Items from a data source
>>>
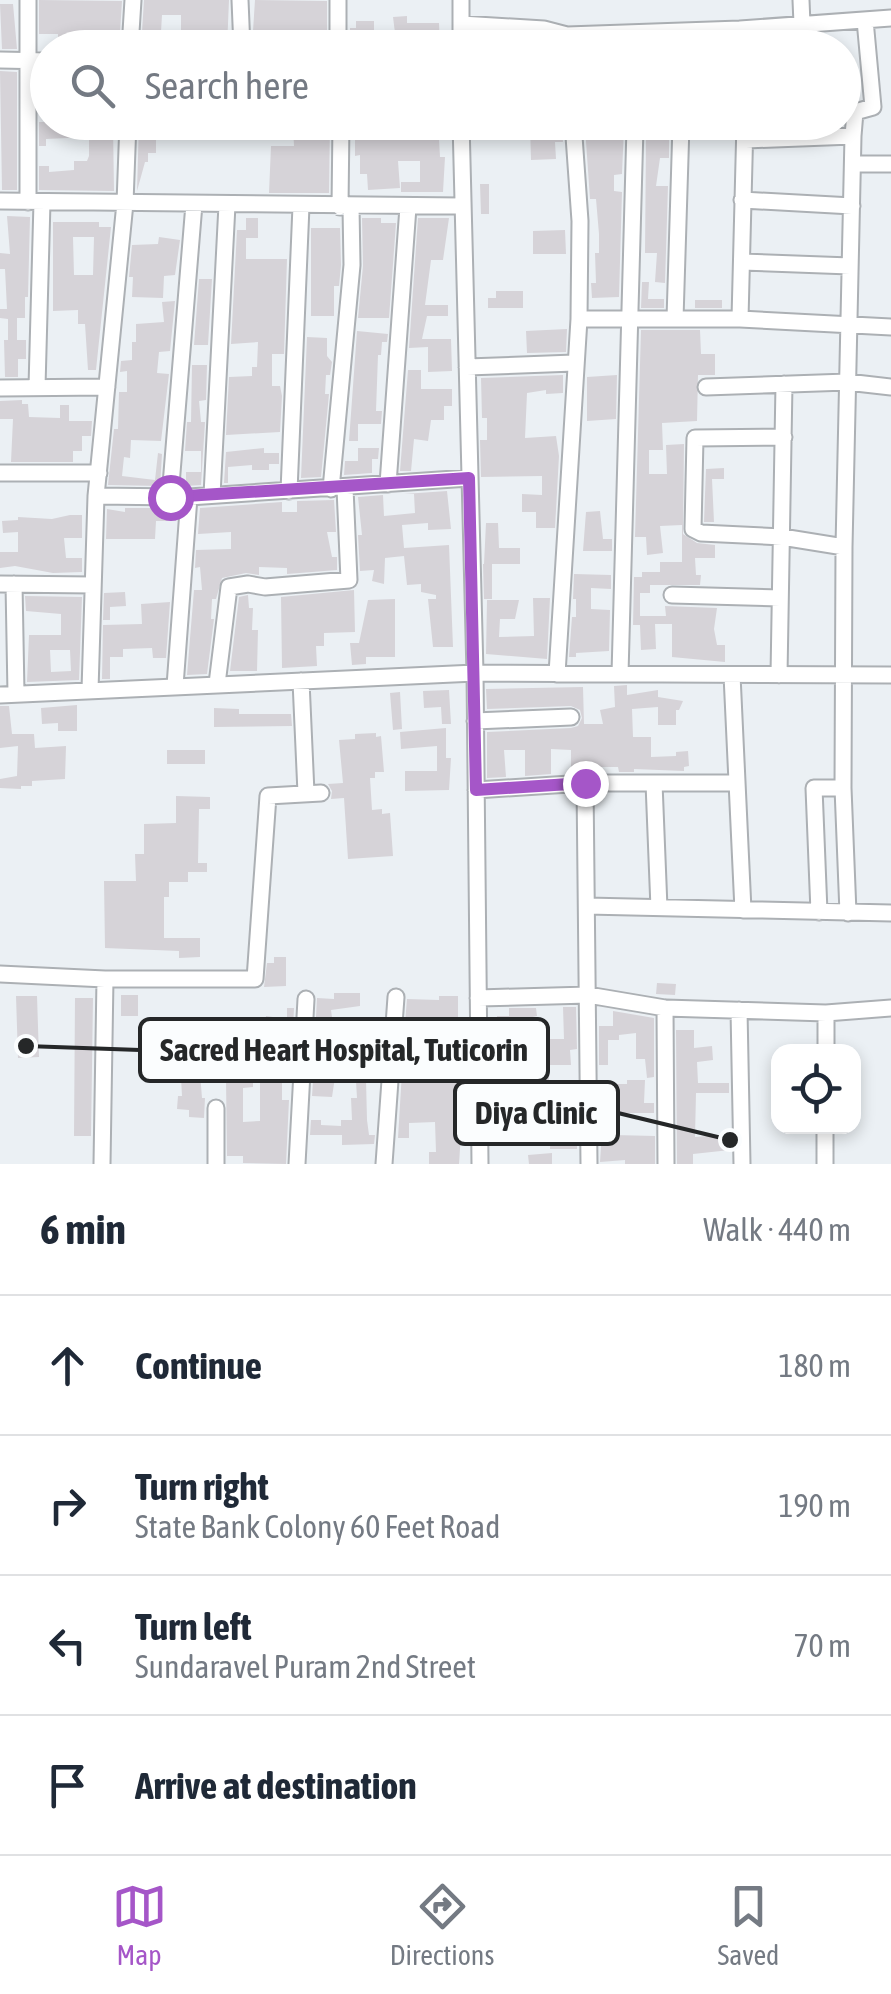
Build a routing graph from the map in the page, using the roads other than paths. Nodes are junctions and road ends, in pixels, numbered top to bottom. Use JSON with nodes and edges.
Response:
{"nodes":[{"id":1,"x":28,"y":0,"type":"edge"},
{"id":2,"x":133,"y":0,"type":"edge"},
{"id":3,"x":240,"y":0,"type":"edge"},
{"id":4,"x":338,"y":0,"type":"edge"},
{"id":5,"x":461,"y":0,"type":"edge"},
{"id":6,"x":801,"y":0,"type":"edge"},
{"id":7,"x":891,"y":18,"type":"edge"},
{"id":8,"x":865,"y":20,"type":"junction"},
{"id":9,"x":461,"y":24,"type":"junction"},
{"id":10,"x":802,"y":25,"type":"junction"},
{"id":11,"x":740,"y":29,"type":"joint"},
{"id":12,"x":131,"y":30,"type":"edge"},
{"id":13,"x":241,"y":30,"type":"edge"},
{"id":14,"x":338,"y":30,"type":"edge"},
{"id":15,"x":461,"y":30,"type":"edge"},
{"id":16,"x":546,"y":30,"type":"edge"},
{"id":17,"x":733,"y":30,"type":"edge"},
{"id":18,"x":802,"y":30,"type":"edge"},
{"id":19,"x":0,"y":60,"type":"edge"},
{"id":20,"x":28,"y":61,"type":"junction"},
{"id":21,"x":891,"y":105,"type":"edge"},
{"id":22,"x":872,"y":107,"type":"junction"},
{"id":23,"x":861,"y":110,"type":"edge"},
{"id":24,"x":28,"y":111,"type":"joint"},
{"id":25,"x":30,"y":137,"type":"edge"},
{"id":26,"x":30,"y":140,"type":"edge"},
{"id":27,"x":127,"y":140,"type":"edge"},
{"id":28,"x":341,"y":140,"type":"edge"},
{"id":29,"x":461,"y":140,"type":"edge"},
{"id":30,"x":574,"y":140,"type":"edge"},
{"id":31,"x":634,"y":140,"type":"edge"},
{"id":32,"x":681,"y":140,"type":"edge"},
{"id":33,"x":746,"y":140,"type":"edge"},
{"id":34,"x":853,"y":140,"type":"edge"},
{"id":35,"x":853,"y":164,"type":"junction"},
{"id":36,"x":891,"y":164,"type":"edge"},
{"id":37,"x":742,"y":200,"type":"junction"},
{"id":38,"x":0,"y":201,"type":"edge"},
{"id":39,"x":35,"y":202,"type":"junction"},
{"id":40,"x":125,"y":204,"type":"junction"},
{"id":41,"x":194,"y":204,"type":"junction"},
{"id":42,"x":228,"y":205,"type":"junction"},
{"id":43,"x":301,"y":206,"type":"junction"},
{"id":44,"x":461,"y":206,"type":"junction"},
{"id":45,"x":852,"y":206,"type":"junction"},
{"id":46,"x":346,"y":207,"type":"junction"},
{"id":47,"x":408,"y":207,"type":"junction"},
{"id":48,"x":742,"y":262,"type":"junction"},
{"id":49,"x":850,"y":266,"type":"junction"},
{"id":50,"x":579,"y":318,"type":"junction"},
{"id":51,"x":630,"y":319,"type":"junction"},
{"id":52,"x":675,"y":319,"type":"junction"},
{"id":53,"x":740,"y":320,"type":"junction"},
{"id":54,"x":848,"y":323,"type":"junction"},
{"id":55,"x":891,"y":327,"type":"edge"},
{"id":56,"x":574,"y":363,"type":"junction"},
{"id":57,"x":466,"y":367,"type":"junction"},
{"id":58,"x":847,"y":382,"type":"junction"},
{"id":59,"x":784,"y":384,"type":"junction"},
{"id":60,"x":37,"y":387,"type":"junction"},
{"id":61,"x":107,"y":387,"type":"junction"},
{"id":62,"x":0,"y":388,"type":"edge"},
{"id":63,"x":706,"y":388,"type":"dead end"},
{"id":64,"x":891,"y":388,"type":"edge"},
{"id":65,"x":784,"y":437,"type":"junction"},
{"id":66,"x":0,"y":473,"type":"edge"},
{"id":67,"x":98,"y":473,"type":"junction"},
{"id":68,"x":469,"y":478,"type":"junction"},
{"id":69,"x":388,"y":484,"type":"junction"},
{"id":70,"x":338,"y":488,"type":"junction"},
{"id":71,"x":289,"y":490,"type":"junction"},
{"id":72,"x":212,"y":495,"type":"junction"},
{"id":73,"x":96,"y":496,"type":"junction"},
{"id":74,"x":170,"y":497,"type":"junction"},
{"id":75,"x":189,"y":497,"type":"junction"},
{"id":76,"x":782,"y":537,"type":"junction"},
{"id":77,"x":844,"y":546,"type":"junction"},
{"id":78,"x":7,"y":584,"type":"edge"},
{"id":79,"x":94,"y":585,"type":"junction"},
{"id":80,"x":672,"y":595,"type":"dead end"},
{"id":81,"x":780,"y":598,"type":"junction"},
{"id":82,"x":475,"y":673,"type":"junction"},
{"id":83,"x":557,"y":674,"type":"junction"},
{"id":84,"x":620,"y":674,"type":"junction"},
{"id":85,"x":732,"y":674,"type":"junction"},
{"id":86,"x":778,"y":675,"type":"junction"},
{"id":87,"x":844,"y":675,"type":"junction"},
{"id":88,"x":891,"y":675,"type":"edge"},
{"id":89,"x":302,"y":681,"type":"junction"},
{"id":90,"x":217,"y":684,"type":"junction"},
{"id":91,"x":175,"y":686,"type":"junction"},
{"id":92,"x":90,"y":690,"type":"junction"},
{"id":93,"x":8,"y":694,"type":"edge"},
{"id":94,"x":571,"y":717,"type":"dead end"},
{"id":95,"x":475,"y":721,"type":"junction"},
{"id":96,"x":585,"y":783,"type":"junction"},
{"id":97,"x":654,"y":783,"type":"junction"},
{"id":98,"x":737,"y":783,"type":"junction"},
{"id":99,"x":843,"y":788,"type":"junction"},
{"id":100,"x":476,"y":790,"type":"junction"},
{"id":101,"x":587,"y":906,"type":"junction"},
{"id":102,"x":659,"y":908,"type":"junction"},
{"id":103,"x":743,"y":910,"type":"junction"},
{"id":104,"x":819,"y":912,"type":"junction"},
{"id":105,"x":848,"y":912,"type":"junction"},
{"id":106,"x":891,"y":914,"type":"edge"},
{"id":107,"x":0,"y":974,"type":"edge"},
{"id":108,"x":105,"y":979,"type":"junction"},
{"id":109,"x":891,"y":994,"type":"edge"},
{"id":110,"x":588,"y":995,"type":"junction"},
{"id":111,"x":396,"y":997,"type":"dead end"},
{"id":112,"x":478,"y":998,"type":"junction"},
{"id":113,"x":306,"y":999,"type":"dead end"},
{"id":114,"x":665,"y":1008,"type":"junction"},
{"id":115,"x":891,"y":1008,"type":"edge"},
{"id":116,"x":739,"y":1010,"type":"junction"},
{"id":117,"x":826,"y":1013,"type":"junction"},
{"id":118,"x":826,"y":1044,"type":"edge"},
{"id":119,"x":216,"y":1108,"type":"dead end"},
{"id":120,"x":826,"y":1134,"type":"edge"},
{"id":121,"x":102,"y":1164,"type":"edge"},
{"id":122,"x":216,"y":1164,"type":"edge"},
{"id":123,"x":297,"y":1164,"type":"edge"},
{"id":124,"x":384,"y":1164,"type":"edge"},
{"id":125,"x":480,"y":1164,"type":"edge"},
{"id":126,"x":589,"y":1164,"type":"edge"},
{"id":127,"x":666,"y":1164,"type":"edge"},
{"id":128,"x":742,"y":1164,"type":"edge"},
{"id":129,"x":825,"y":1164,"type":"edge"}],
"edges":[{"from":1,"to":20,"type":"street"},
{"from":2,"to":12,"type":"street"},
{"from":3,"to":13,"type":"street"},
{"from":4,"to":14,"type":"street"},
{"from":5,"to":9,"type":"street"},
{"from":6,"to":10,"type":"street"},
{"from":7,"to":8,"type":"street"},
{"from":8,"to":10,"type":"street"},
{"from":8,"to":22,"type":"street"},
{"from":9,"to":15,"type":"street"},
{"from":9,"to":16,"type":"street"},
{"from":10,"to":11,"type":"street"},
{"from":10,"to":18,"type":"street"},
{"from":11,"to":17,"type":"street"},
{"from":19,"to":20,"type":"street"},
{"from":20,"to":24,"type":"street"},
{"from":21,"to":22,"type":"street"},
{"from":22,"to":23,"type":"street"},
{"from":24,"to":25,"type":"street"},
{"from":26,"to":39,"type":"street"},
{"from":27,"to":40,"type":"street"},
{"from":28,"to":46,"type":"street"},
{"from":29,"to":44,"type":"street"},
{"from":30,"to":50,"type":"street"},
{"from":31,"to":51,"type":"street"},
{"from":32,"to":52,"type":"street"},
{"from":33,"to":37,"type":"street"},
{"from":34,"to":35,"type":"street"},
{"from":35,"to":36,"type":"street"},
{"from":35,"to":45,"type":"street"},
{"from":37,"to":45,"type":"street"},
{"from":37,"to":48,"type":"street"},
{"from":38,"to":39,"type":"street"},
{"from":39,"to":40,"type":"street"},
{"from":39,"to":60,"type":"street"},
{"from":40,"to":41,"type":"street"},
{"from":40,"to":61,"type":"street"},
{"from":41,"to":42,"type":"street"},
{"from":41,"to":74,"type":"street"},
{"from":42,"to":43,"type":"street"},
{"from":42,"to":72,"type":"street"},
{"from":43,"to":46,"type":"street"},
{"from":43,"to":71,"type":"street"},
{"from":44,"to":47,"type":"street"},
{"from":44,"to":57,"type":"street"},
{"from":45,"to":49,"type":"street"},
{"from":46,"to":47,"type":"street"},
{"from":46,"to":70,"type":"street"},
{"from":47,"to":69,"type":"street"},
{"from":48,"to":49,"type":"street"},
{"from":48,"to":53,"type":"street"},
{"from":49,"to":54,"type":"street"},
{"from":50,"to":51,"type":"street"},
{"from":50,"to":56,"type":"street"},
{"from":51,"to":52,"type":"street"},
{"from":51,"to":84,"type":"street"},
{"from":52,"to":53,"type":"street"},
{"from":53,"to":54,"type":"street"},
{"from":54,"to":55,"type":"street"},
{"from":54,"to":58,"type":"street"},
{"from":56,"to":57,"type":"street"},
{"from":56,"to":83,"type":"street"},
{"from":57,"to":68,"type":"street"},
{"from":58,"to":59,"type":"street"},
{"from":58,"to":64,"type":"street"},
{"from":58,"to":77,"type":"street"},
{"from":59,"to":63,"type":"street"},
{"from":59,"to":65,"type":"street"},
{"from":60,"to":61,"type":"street"},
{"from":60,"to":62,"type":"street"},
{"from":61,"to":67,"type":"street"},
{"from":65,"to":76,"type":"street"},
{"from":65,"to":76,"type":"street"},
{"from":66,"to":67,"type":"street"},
{"from":67,"to":73,"type":"street"},
{"from":68,"to":69,"type":"street"},
{"from":68,"to":82,"type":"street"},
{"from":69,"to":70,"type":"street"},
{"from":70,"to":71,"type":"street"},
{"from":70,"to":90,"type":"street"},
{"from":71,"to":72,"type":"street"},
{"from":72,"to":75,"type":"street"},
{"from":73,"to":74,"type":"street"},
{"from":73,"to":79,"type":"street"},
{"from":74,"to":75,"type":"street"},
{"from":75,"to":91,"type":"street"},
{"from":76,"to":77,"type":"street"},
{"from":76,"to":81,"type":"street"},
{"from":77,"to":87,"type":"street"},
{"from":78,"to":79,"type":"street"},
{"from":78,"to":93,"type":"street"},
{"from":79,"to":92,"type":"street"},
{"from":80,"to":81,"type":"street"},
{"from":81,"to":86,"type":"street"},
{"from":82,"to":83,"type":"street"},
{"from":82,"to":89,"type":"street"},
{"from":82,"to":95,"type":"street"},
{"from":83,"to":84,"type":"street"},
{"from":84,"to":85,"type":"street"},
{"from":85,"to":86,"type":"street"},
{"from":85,"to":98,"type":"street"},
{"from":86,"to":87,"type":"street"},
{"from":87,"to":88,"type":"street"},
{"from":87,"to":99,"type":"street"},
{"from":89,"to":90,"type":"street"},
{"from":89,"to":108,"type":"street"},
{"from":90,"to":91,"type":"street"},
{"from":91,"to":92,"type":"street"},
{"from":92,"to":93,"type":"street"},
{"from":94,"to":95,"type":"street"},
{"from":95,"to":100,"type":"street"},
{"from":96,"to":97,"type":"street"},
{"from":96,"to":100,"type":"street"},
{"from":96,"to":101,"type":"street"},
{"from":97,"to":98,"type":"street"},
{"from":97,"to":102,"type":"street"},
{"from":98,"to":103,"type":"street"},
{"from":99,"to":104,"type":"street"},
{"from":99,"to":105,"type":"street"},
{"from":100,"to":112,"type":"street"},
{"from":101,"to":102,"type":"street"},
{"from":101,"to":110,"type":"street"},
{"from":102,"to":103,"type":"street"},
{"from":103,"to":104,"type":"street"},
{"from":104,"to":105,"type":"street"},
{"from":105,"to":106,"type":"street"},
{"from":107,"to":108,"type":"street"},
{"from":108,"to":121,"type":"street"},
{"from":109,"to":115,"type":"street"},
{"from":110,"to":112,"type":"street"},
{"from":110,"to":114,"type":"street"},
{"from":110,"to":126,"type":"street"},
{"from":111,"to":124,"type":"street"},
{"from":112,"to":125,"type":"street"},
{"from":113,"to":123,"type":"street"},
{"from":114,"to":116,"type":"street"},
{"from":114,"to":127,"type":"street"},
{"from":115,"to":117,"type":"street"},
{"from":116,"to":117,"type":"street"},
{"from":116,"to":128,"type":"street"},
{"from":117,"to":118,"type":"street"},
{"from":119,"to":122,"type":"street"},
{"from":120,"to":129,"type":"street"}]}
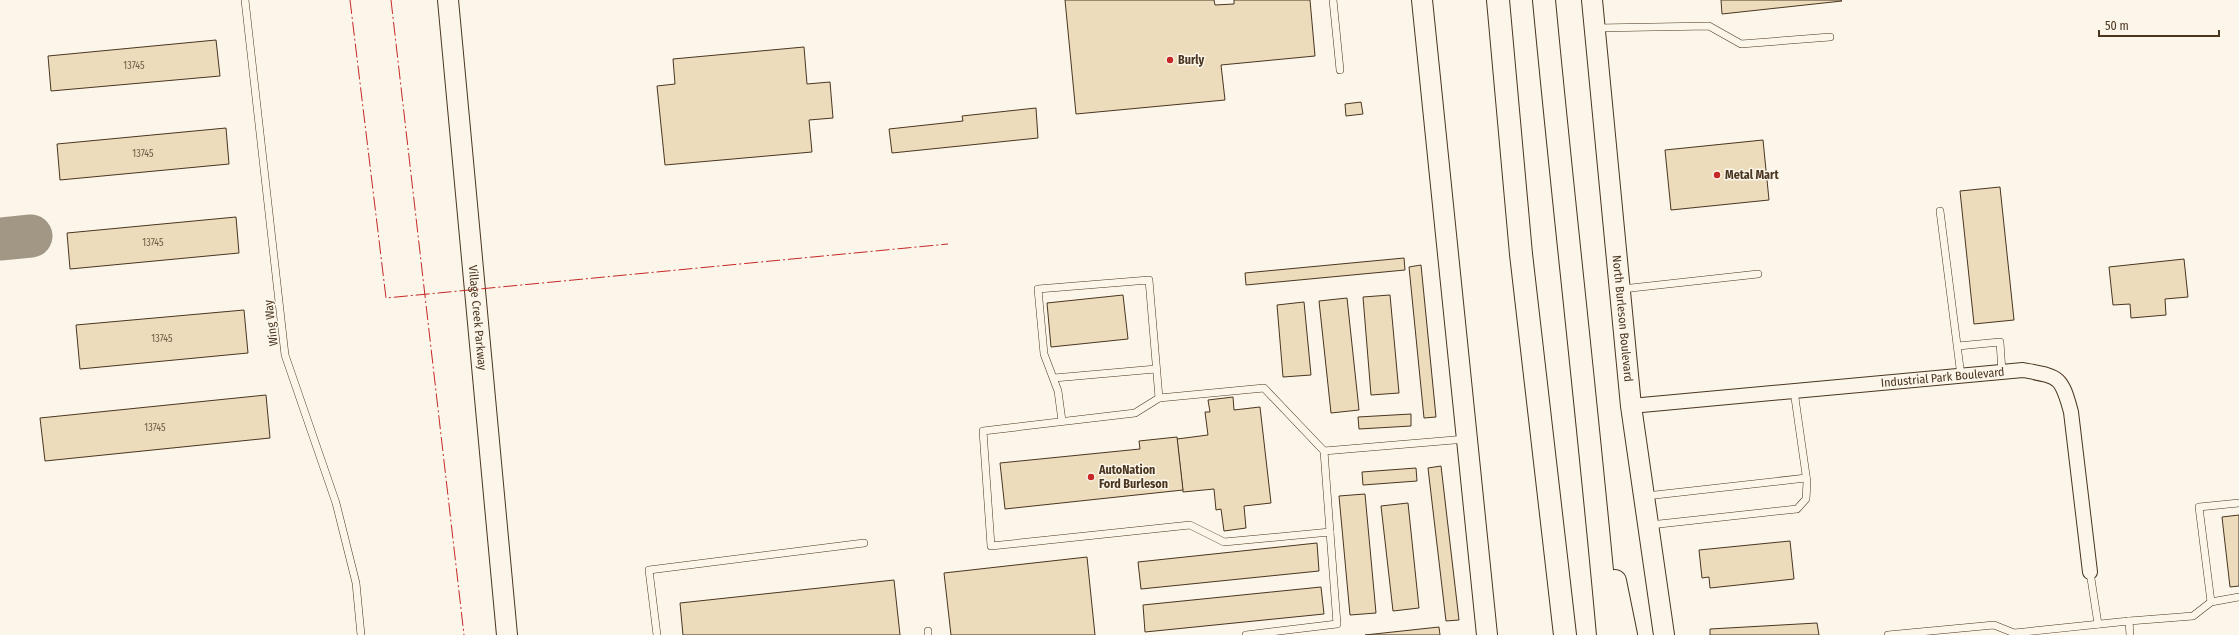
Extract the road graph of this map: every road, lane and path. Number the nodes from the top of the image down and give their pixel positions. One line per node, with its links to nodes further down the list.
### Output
1 (245, 0): 37 (lane, Wing Way)
2 (448, 0): 38 (main road, Village Creek Parkway)
3 (1332, 0): 10 (lane)
4 (1422, 0): 23 (main road)
5 (1498, 0): 42 (highway)
6 (1544, 0): 26 (highway)
7 (1592, 0): 8 (main road, North Burleson Boulevard)
8 (1594, 28): 9 (lane); 13 (main road, North Burleson Boulevard)
9 (1830, 37)
10 (1340, 70)
11 (1940, 211): 14 (lane)
12 (1758, 274): 13 (lane)
13 (1620, 289): 21 (main road, North Burleson Boulevard)
14 (1958, 346): 16 (lane); 17 (lane)
15 (1156, 369): 18 (lane); 18 (lane); 20 (lane)
16 (2002, 372): 17 (street, Industrial Park Boulevard); 32 (street, Industrial Park Boulevard)
17 (1961, 376): 19 (street, Industrial Park Boulevard)
18 (1054, 378): 22 (lane)
19 (1794, 391): 21 (street, Industrial Park Boulevard); 25 (lane)
20 (1159, 398): 22 (lane); 24 (lane)
21 (1631, 406): 27 (main road, North Burleson Boulevard)
22 (1062, 421): 30 (lane)
23 (1468, 439): 24 (lane); 41 (main road)
24 (1324, 451): 30 (lane)
25 (1806, 478): 27 (lane); 29 (lane)
26 (1595, 488): 43 (highway); 44 (highway)
27 (1644, 496): 29 (main road, North Burleson Boulevard)
28 (2239, 503): 34 (lane)
29 (1648, 526): 45 (main road, North Burleson Boulevard)
30 (1330, 532): 40 (lane)
31 (864, 544): 39 (lane)
32 (2090, 572): 36 (lane)
33 (2239, 597): 34 (lane)
34 (2211, 602): 35 (lane)
35 (2129, 621): 36 (lane); 47 (lane)
36 (2098, 624): 46 (lane)
37 (361, 635)
38 (507, 635)
39 (657, 635)
40 (1246, 635)
41 (1487, 635)
42 (1564, 635)
43 (1608, 635)
44 (1626, 635)
45 (1664, 635)
46 (1888, 635)
47 (2130, 635)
<<<
* _ASSIGNMENT_: Only lines containing the word "North" should appear in the answer, and every such line from the records above must be there.

* _OUTPUT FOR THIS EXERCISE_:
7 (1592, 0): 8 (main road, North Burleson Boulevard)
8 (1594, 28): 9 (lane); 13 (main road, North Burleson Boulevard)
13 (1620, 289): 21 (main road, North Burleson Boulevard)
21 (1631, 406): 27 (main road, North Burleson Boulevard)
27 (1644, 496): 29 (main road, North Burleson Boulevard)
29 (1648, 526): 45 (main road, North Burleson Boulevard)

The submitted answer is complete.